Monday, June 25, 2012

I've been thinking about Dylan Smith's presentation to us several days ago. I've been wondering about the history of journalism, and thinking about how his argument for the new, seems to be an old argument; nevertheless, still true.
New strategies, new technologies, new business models seem to be the "stuff" of which journalism is made. I love reading pp. 8-9 in Tim Harrower's Inside Reporting. In 1690, Benjamin Harris produced the first and only issue of Publick Occurrences Both Foreign and Domestick. "It was a small newspaper, printed on three pages. The fourth was left blank, so readers could add news, then pass the paper along. But Harris had failed to obtain a printing license. Worse, authorities claimed the paper contained "doubtful and uncertain Reports," including criticism of military policy. So after one issue, the governor shut it down."
It seems that Wikipedia is not a new idea, and Julian Assange may have had some forebears.
I love the idea of leaving one page blank on which the readers would put their own news.

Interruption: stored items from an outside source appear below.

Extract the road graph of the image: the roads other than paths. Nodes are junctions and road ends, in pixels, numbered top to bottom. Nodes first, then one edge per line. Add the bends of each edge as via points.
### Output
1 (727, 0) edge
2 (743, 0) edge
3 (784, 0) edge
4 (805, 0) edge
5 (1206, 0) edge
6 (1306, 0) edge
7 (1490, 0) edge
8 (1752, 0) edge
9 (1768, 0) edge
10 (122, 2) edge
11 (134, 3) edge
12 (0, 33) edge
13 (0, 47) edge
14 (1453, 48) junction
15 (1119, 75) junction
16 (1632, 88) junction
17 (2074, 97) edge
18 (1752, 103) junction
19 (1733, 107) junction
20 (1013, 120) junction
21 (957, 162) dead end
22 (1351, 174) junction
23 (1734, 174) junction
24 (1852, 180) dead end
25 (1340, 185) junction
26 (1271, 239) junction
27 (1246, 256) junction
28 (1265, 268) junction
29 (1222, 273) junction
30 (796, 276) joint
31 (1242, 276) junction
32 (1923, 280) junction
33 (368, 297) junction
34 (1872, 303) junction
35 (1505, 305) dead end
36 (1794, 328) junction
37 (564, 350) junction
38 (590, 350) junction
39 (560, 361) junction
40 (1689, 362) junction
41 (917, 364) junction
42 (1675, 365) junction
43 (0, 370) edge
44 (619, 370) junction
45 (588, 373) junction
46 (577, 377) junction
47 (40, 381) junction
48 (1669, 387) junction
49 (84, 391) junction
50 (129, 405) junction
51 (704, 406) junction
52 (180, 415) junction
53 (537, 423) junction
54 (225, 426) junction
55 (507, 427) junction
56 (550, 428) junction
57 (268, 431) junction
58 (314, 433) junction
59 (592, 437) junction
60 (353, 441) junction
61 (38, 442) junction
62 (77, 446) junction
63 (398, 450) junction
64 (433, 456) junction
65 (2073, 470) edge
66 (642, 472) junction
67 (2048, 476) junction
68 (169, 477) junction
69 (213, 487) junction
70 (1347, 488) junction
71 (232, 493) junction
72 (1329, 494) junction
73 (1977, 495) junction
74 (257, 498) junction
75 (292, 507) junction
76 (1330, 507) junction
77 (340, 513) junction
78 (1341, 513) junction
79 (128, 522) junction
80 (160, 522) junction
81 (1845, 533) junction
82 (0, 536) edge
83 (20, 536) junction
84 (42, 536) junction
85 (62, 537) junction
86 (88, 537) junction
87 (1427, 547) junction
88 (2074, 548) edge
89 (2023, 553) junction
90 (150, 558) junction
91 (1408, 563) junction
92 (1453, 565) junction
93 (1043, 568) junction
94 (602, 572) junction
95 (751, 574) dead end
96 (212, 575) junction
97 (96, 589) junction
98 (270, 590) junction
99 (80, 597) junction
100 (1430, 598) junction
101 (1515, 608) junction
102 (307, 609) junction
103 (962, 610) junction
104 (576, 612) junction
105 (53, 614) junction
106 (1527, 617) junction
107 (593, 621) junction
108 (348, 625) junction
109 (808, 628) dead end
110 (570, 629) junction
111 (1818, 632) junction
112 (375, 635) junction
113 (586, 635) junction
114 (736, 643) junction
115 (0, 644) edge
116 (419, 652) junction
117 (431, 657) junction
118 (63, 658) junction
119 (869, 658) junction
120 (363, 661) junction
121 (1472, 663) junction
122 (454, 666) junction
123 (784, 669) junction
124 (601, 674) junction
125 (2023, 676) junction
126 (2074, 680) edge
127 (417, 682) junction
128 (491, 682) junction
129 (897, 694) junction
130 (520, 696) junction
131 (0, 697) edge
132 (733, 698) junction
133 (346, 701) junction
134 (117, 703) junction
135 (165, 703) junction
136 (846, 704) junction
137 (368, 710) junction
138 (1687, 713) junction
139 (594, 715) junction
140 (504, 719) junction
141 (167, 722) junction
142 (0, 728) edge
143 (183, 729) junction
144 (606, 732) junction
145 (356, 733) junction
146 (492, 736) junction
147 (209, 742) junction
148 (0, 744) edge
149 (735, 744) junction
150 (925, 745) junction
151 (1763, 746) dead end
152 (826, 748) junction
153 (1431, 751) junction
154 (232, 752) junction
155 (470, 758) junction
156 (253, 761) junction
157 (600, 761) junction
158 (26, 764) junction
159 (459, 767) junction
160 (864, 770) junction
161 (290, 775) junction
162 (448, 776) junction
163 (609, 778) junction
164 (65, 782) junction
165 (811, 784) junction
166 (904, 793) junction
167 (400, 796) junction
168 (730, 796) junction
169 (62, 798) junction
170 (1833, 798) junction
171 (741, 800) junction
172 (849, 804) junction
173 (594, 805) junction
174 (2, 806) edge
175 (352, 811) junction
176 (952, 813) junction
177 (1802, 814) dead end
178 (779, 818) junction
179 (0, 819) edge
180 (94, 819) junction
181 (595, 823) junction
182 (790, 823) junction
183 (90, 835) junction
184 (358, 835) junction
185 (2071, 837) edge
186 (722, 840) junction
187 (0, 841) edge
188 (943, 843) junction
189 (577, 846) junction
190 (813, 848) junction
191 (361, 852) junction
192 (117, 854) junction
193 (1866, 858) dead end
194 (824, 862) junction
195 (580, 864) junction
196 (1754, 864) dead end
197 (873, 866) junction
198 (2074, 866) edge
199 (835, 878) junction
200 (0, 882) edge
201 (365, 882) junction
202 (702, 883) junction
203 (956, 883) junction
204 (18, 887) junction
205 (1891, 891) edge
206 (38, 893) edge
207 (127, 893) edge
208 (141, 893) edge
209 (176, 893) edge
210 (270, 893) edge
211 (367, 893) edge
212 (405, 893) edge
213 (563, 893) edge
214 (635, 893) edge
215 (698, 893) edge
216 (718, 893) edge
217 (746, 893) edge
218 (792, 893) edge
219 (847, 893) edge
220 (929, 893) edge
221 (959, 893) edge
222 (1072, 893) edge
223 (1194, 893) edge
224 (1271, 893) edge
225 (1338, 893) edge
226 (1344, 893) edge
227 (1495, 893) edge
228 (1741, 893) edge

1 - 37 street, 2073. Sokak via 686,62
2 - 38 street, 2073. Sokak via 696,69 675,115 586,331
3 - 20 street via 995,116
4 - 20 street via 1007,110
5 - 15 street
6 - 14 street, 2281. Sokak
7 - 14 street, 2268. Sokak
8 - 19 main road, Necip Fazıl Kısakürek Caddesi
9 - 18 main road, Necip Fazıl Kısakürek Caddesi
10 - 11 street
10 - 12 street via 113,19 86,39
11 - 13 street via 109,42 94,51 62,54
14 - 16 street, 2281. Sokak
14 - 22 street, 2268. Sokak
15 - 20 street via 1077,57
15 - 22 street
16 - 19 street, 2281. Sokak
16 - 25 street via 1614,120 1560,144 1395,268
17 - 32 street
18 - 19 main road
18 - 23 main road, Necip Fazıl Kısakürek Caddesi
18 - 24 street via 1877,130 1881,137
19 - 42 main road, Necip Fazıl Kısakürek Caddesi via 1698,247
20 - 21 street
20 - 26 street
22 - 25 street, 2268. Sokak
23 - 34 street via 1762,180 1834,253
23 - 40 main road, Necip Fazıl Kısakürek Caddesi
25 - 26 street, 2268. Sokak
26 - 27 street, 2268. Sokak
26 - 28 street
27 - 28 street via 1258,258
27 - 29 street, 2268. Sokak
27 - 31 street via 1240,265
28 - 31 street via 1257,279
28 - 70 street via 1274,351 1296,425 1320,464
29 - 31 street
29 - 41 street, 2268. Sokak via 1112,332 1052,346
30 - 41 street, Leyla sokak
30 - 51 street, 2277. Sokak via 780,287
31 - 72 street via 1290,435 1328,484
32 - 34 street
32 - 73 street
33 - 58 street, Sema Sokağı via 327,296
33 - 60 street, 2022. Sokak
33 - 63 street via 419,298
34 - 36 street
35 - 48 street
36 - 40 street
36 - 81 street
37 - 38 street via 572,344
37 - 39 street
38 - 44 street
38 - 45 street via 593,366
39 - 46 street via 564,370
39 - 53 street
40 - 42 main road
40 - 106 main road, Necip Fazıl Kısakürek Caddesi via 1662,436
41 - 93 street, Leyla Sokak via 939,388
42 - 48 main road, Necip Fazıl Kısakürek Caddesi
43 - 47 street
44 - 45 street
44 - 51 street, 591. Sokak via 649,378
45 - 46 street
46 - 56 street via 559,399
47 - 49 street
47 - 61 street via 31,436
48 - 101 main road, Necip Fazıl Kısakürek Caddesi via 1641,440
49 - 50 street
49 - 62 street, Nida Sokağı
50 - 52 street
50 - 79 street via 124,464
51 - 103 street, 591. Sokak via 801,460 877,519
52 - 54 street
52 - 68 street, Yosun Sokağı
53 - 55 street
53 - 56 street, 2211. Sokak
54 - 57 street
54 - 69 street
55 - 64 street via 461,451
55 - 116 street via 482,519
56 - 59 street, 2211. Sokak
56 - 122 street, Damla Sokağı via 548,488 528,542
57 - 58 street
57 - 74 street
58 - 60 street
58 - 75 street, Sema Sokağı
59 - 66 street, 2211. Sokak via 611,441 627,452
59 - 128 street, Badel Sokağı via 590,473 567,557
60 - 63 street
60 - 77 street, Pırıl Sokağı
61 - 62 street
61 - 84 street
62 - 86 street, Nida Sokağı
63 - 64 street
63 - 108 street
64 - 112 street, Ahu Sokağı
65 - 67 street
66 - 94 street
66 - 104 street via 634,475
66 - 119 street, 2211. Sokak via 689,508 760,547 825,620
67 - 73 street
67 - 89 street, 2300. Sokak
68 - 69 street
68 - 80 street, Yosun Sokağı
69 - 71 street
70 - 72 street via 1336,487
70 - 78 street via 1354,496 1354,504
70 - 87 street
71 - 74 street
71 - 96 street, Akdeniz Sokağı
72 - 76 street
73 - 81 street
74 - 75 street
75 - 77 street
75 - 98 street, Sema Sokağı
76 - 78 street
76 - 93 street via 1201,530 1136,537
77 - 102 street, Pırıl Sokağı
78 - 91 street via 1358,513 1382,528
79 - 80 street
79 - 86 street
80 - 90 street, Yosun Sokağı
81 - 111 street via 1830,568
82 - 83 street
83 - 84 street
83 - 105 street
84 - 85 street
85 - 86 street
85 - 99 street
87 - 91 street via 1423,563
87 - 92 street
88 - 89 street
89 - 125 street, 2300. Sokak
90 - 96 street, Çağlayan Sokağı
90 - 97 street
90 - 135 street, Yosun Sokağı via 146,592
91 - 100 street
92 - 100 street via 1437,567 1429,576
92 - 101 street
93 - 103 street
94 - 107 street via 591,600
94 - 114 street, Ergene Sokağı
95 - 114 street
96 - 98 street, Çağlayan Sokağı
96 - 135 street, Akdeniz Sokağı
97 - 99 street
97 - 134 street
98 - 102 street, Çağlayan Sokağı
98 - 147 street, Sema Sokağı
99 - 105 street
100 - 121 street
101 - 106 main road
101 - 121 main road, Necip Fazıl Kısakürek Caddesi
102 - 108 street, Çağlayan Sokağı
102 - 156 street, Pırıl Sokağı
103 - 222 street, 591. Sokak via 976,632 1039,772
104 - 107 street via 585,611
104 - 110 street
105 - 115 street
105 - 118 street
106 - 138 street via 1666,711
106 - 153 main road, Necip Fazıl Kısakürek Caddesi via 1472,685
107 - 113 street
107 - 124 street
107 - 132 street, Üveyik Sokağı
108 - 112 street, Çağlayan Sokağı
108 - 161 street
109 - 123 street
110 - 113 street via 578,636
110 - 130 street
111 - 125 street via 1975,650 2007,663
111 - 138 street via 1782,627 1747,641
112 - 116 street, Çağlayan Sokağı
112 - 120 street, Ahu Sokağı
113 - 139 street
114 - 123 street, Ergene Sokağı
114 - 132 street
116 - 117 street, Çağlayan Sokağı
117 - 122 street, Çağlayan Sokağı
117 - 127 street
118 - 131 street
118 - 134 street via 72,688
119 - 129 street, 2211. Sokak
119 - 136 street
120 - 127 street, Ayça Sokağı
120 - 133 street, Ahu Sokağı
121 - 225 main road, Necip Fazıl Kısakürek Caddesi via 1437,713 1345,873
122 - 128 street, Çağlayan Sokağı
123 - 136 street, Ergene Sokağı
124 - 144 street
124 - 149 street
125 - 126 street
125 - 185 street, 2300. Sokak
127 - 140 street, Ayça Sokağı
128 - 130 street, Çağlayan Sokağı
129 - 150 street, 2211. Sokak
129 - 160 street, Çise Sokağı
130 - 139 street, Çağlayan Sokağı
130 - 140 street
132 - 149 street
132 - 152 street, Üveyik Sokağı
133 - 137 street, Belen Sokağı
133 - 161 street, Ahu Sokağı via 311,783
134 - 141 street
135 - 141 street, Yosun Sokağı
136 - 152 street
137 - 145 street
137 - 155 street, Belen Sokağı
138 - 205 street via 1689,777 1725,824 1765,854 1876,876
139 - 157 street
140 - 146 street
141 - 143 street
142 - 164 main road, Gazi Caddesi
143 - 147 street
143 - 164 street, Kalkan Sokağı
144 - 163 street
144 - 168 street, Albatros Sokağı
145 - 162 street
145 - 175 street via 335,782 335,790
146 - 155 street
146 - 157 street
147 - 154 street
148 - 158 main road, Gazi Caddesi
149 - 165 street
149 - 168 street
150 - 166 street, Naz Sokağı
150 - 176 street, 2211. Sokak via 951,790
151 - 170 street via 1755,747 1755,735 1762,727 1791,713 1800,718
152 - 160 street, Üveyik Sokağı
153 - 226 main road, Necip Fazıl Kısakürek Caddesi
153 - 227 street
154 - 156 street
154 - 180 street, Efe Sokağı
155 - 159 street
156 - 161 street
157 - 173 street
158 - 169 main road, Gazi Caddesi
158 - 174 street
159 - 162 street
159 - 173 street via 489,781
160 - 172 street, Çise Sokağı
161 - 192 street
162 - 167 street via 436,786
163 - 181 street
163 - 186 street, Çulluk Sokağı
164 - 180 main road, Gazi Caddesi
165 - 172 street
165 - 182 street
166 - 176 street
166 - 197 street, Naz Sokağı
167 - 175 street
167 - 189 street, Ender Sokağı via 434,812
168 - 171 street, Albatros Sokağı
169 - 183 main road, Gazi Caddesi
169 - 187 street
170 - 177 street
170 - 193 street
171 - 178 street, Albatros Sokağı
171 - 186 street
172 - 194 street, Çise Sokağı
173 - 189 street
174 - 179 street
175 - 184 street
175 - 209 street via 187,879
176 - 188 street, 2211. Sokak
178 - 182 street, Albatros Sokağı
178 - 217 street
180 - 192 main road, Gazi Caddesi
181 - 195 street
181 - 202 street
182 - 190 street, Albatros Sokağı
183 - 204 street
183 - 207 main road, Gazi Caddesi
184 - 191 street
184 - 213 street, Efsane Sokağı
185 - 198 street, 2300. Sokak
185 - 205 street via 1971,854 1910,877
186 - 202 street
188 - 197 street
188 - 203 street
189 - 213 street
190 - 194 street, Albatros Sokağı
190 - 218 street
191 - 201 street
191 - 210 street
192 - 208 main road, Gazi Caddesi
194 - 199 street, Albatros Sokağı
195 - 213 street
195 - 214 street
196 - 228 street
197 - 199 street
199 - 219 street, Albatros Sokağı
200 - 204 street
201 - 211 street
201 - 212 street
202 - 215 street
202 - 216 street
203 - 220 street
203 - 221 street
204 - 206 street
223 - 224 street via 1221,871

Dylan Smith argued that by going digital, news can be more immediate and the readers can be reporters of the news as well as the professional journalists. The media may have changed, but the message and the style doesn't seem to have changed that much.

Larry Wayman
W.R. Farrington High School
Honolulu  HI


1 comment:

  1. Larry, don't miss my 'official' institute post. I'm writing about how Walter Cronkite reinvented journalism for TV and now it is being reinvented again for the Internet. Everything old is new again, but I reached the conclusion that sticking to the core principles assures relevance, no matter the medium.